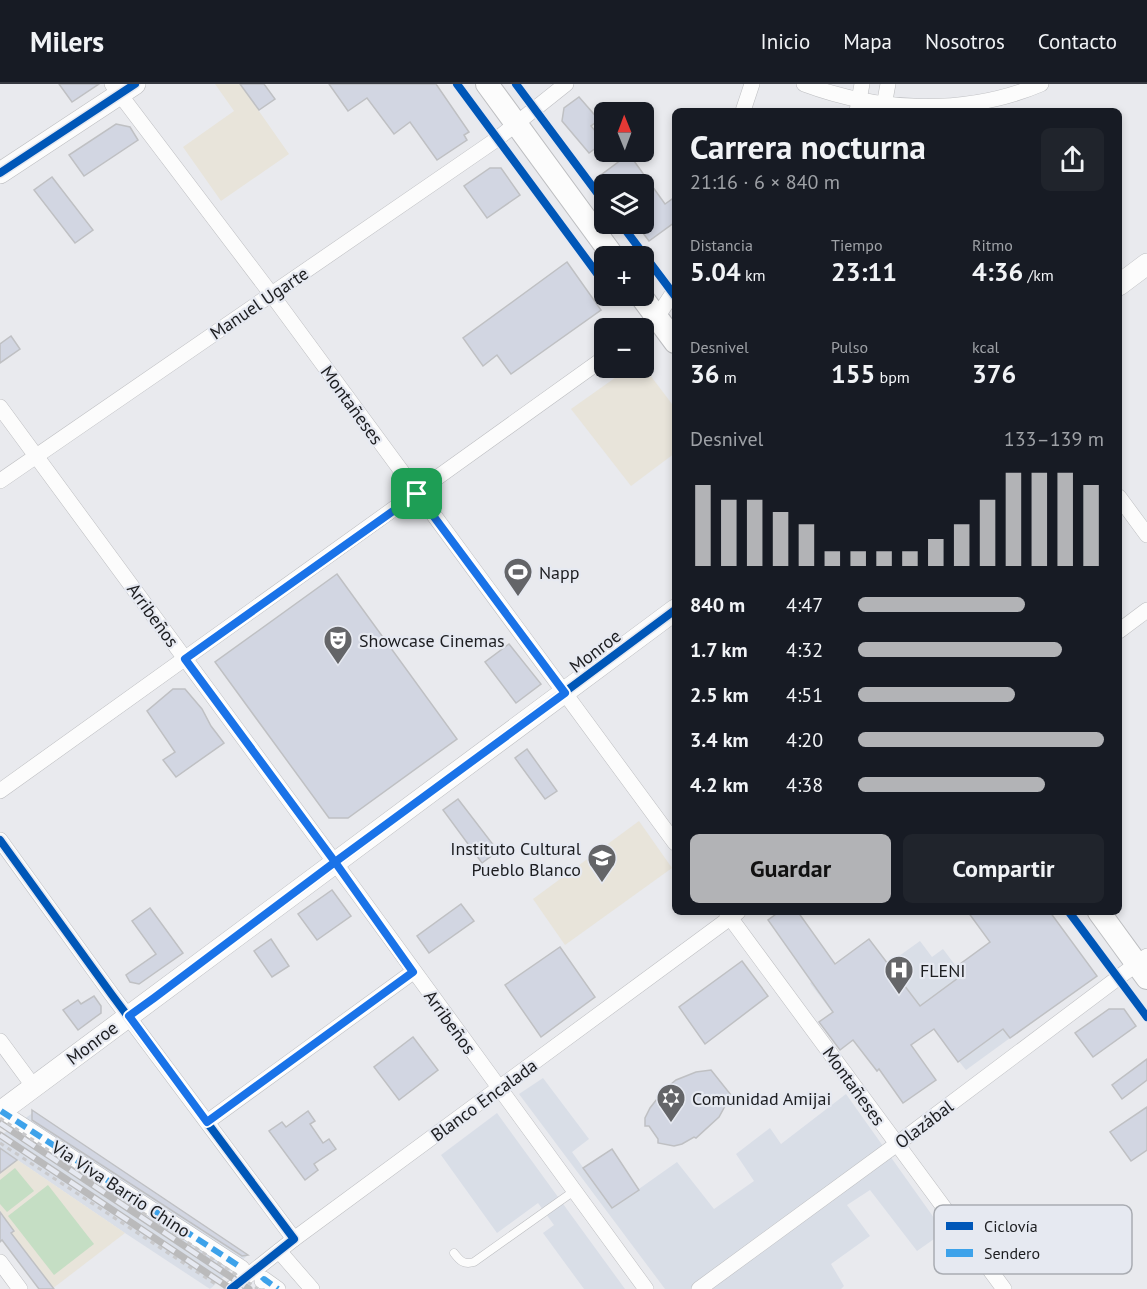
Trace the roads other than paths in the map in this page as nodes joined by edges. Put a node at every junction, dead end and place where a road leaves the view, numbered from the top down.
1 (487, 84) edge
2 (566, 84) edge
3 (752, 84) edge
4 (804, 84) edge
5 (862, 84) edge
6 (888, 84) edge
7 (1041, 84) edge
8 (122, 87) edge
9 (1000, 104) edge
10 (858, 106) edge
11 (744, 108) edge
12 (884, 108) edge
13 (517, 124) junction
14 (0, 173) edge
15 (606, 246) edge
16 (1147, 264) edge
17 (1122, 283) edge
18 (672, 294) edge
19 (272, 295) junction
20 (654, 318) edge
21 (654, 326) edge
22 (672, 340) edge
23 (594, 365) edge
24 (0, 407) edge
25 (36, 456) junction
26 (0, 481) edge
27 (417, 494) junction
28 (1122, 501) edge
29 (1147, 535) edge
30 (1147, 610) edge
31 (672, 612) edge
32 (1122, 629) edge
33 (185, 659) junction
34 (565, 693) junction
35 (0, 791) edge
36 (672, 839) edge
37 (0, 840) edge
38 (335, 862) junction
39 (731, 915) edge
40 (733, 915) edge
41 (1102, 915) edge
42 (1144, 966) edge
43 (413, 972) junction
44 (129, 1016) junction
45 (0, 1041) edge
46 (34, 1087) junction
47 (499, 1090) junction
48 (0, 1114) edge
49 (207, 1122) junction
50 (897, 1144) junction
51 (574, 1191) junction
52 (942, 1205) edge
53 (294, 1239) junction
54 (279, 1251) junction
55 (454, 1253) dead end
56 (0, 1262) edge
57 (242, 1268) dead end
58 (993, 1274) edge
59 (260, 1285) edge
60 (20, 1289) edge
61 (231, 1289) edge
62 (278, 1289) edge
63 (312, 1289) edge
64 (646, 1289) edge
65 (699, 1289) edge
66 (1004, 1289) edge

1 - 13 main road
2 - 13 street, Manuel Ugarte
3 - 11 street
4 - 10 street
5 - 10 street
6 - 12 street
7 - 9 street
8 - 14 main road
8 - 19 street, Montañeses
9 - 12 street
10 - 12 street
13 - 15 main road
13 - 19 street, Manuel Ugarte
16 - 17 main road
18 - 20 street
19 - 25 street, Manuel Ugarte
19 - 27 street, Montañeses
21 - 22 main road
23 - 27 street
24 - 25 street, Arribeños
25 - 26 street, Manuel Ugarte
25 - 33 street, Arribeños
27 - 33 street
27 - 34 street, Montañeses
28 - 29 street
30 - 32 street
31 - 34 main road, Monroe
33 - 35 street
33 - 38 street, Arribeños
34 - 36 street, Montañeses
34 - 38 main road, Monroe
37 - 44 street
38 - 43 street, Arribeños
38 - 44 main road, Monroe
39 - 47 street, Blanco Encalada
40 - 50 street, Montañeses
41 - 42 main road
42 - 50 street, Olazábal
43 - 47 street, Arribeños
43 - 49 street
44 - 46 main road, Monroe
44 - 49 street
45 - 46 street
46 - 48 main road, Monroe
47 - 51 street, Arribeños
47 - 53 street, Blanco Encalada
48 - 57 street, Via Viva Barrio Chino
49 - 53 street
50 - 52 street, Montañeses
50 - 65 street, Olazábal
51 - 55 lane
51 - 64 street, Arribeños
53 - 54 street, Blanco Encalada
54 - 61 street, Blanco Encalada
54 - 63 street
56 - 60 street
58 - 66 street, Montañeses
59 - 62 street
· · · ·
**PROBLEM DESCRIPTION**
Please produce an exact copy of all the material, leaving out the pictures.

**TASK SOLUTION**
Trace the roads other than paths in the map in this page as nodes joined by edges. Put a node at every junction, dead end and place where a road leaves the view, numbered from the top down.
1 (487, 84) edge
2 (566, 84) edge
3 (752, 84) edge
4 (804, 84) edge
5 (862, 84) edge
6 (888, 84) edge
7 (1041, 84) edge
8 (122, 87) edge
9 (1000, 104) edge
10 (858, 106) edge
11 (744, 108) edge
12 (884, 108) edge
13 (517, 124) junction
14 (0, 173) edge
15 (606, 246) edge
16 (1147, 264) edge
17 (1122, 283) edge
18 (672, 294) edge
19 (272, 295) junction
20 (654, 318) edge
21 (654, 326) edge
22 (672, 340) edge
23 (594, 365) edge
24 (0, 407) edge
25 (36, 456) junction
26 (0, 481) edge
27 (417, 494) junction
28 (1122, 501) edge
29 (1147, 535) edge
30 (1147, 610) edge
31 (672, 612) edge
32 (1122, 629) edge
33 (185, 659) junction
34 (565, 693) junction
35 (0, 791) edge
36 (672, 839) edge
37 (0, 840) edge
38 (335, 862) junction
39 (731, 915) edge
40 (733, 915) edge
41 (1102, 915) edge
42 (1144, 966) edge
43 (413, 972) junction
44 (129, 1016) junction
45 (0, 1041) edge
46 (34, 1087) junction
47 (499, 1090) junction
48 (0, 1114) edge
49 (207, 1122) junction
50 (897, 1144) junction
51 (574, 1191) junction
52 (942, 1205) edge
53 (294, 1239) junction
54 (279, 1251) junction
55 (454, 1253) dead end
56 (0, 1262) edge
57 (242, 1268) dead end
58 (993, 1274) edge
59 (260, 1285) edge
60 (20, 1289) edge
61 (231, 1289) edge
62 (278, 1289) edge
63 (312, 1289) edge
64 (646, 1289) edge
65 (699, 1289) edge
66 (1004, 1289) edge

1 - 13 main road
2 - 13 street, Manuel Ugarte
3 - 11 street
4 - 10 street
5 - 10 street
6 - 12 street
7 - 9 street
8 - 14 main road
8 - 19 street, Montañeses
9 - 12 street
10 - 12 street
13 - 15 main road
13 - 19 street, Manuel Ugarte
16 - 17 main road
18 - 20 street
19 - 25 street, Manuel Ugarte
19 - 27 street, Montañeses
21 - 22 main road
23 - 27 street
24 - 25 street, Arribeños
25 - 26 street, Manuel Ugarte
25 - 33 street, Arribeños
27 - 33 street
27 - 34 street, Montañeses
28 - 29 street
30 - 32 street
31 - 34 main road, Monroe
33 - 35 street
33 - 38 street, Arribeños
34 - 36 street, Montañeses
34 - 38 main road, Monroe
37 - 44 street
38 - 43 street, Arribeños
38 - 44 main road, Monroe
39 - 47 street, Blanco Encalada
40 - 50 street, Montañeses
41 - 42 main road
42 - 50 street, Olazábal
43 - 47 street, Arribeños
43 - 49 street
44 - 46 main road, Monroe
44 - 49 street
45 - 46 street
46 - 48 main road, Monroe
47 - 51 street, Arribeños
47 - 53 street, Blanco Encalada
48 - 57 street, Via Viva Barrio Chino
49 - 53 street
50 - 52 street, Montañeses
50 - 65 street, Olazábal
51 - 55 lane
51 - 64 street, Arribeños
53 - 54 street, Blanco Encalada
54 - 61 street, Blanco Encalada
54 - 63 street
56 - 60 street
58 - 66 street, Montañeses
59 - 62 street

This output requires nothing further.